Perhaps, most important, the opportunities available to the people in villages are not dramatically different from what they were many years ago. Villages in India are where you live if you have no other option Continuously widening of the gap in per capita income between the agricultural and non-agricultural sectors has huge economic and social implications, especially when the non-farm sector is incapable of employing the poor from the farm sector.

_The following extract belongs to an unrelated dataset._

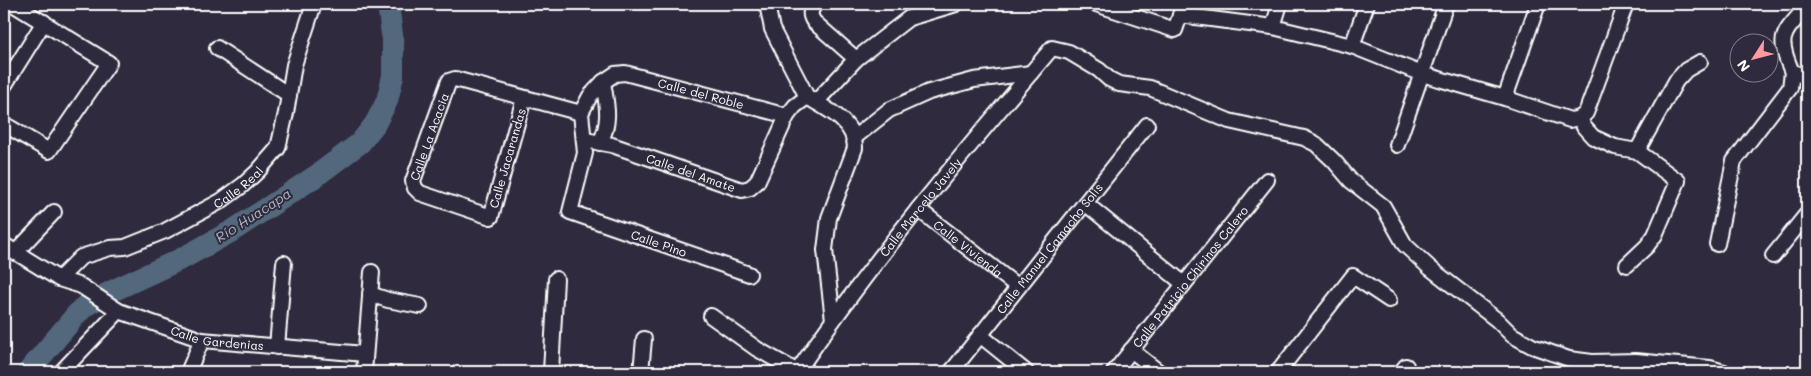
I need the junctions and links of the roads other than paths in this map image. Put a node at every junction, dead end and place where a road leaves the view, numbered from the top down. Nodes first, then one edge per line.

Reality is quite different industrialisation and urbanisation in Jharkhand, Chhattisgragh, Maharashtra and Karnatak have not changed the scenerio in the villages. But Buddha or Narendra Modi or Deshmukh or Hudda or Patnaik Brands portray Indian villages in different colors! At the extreme of the trend are the "crorepatis," Hindi for those making the equivalent of $220,000 or more a year. Here in the northern state of Haryana, rural dwellers are now nearly twice as likely to be crorepatis as city dwellers in Bangalore, the high-technology hub, according to the National Council for Applied Economic Research, the leading collector of data on rural India.It may be a trickle, but India's urban prosperity is flowing to the countryside. And well-to-do villages like Hasangarh are early testing grounds of whether the benefits of India's economic makeover and opening to the world will flow to its villagers, many of them living in its very poorest rural nooks.The transformation of such villages will also add fuel to the debate over democracy's influence on economic development. India has been faulted for growing more lethargically than China, in part because of its democracy.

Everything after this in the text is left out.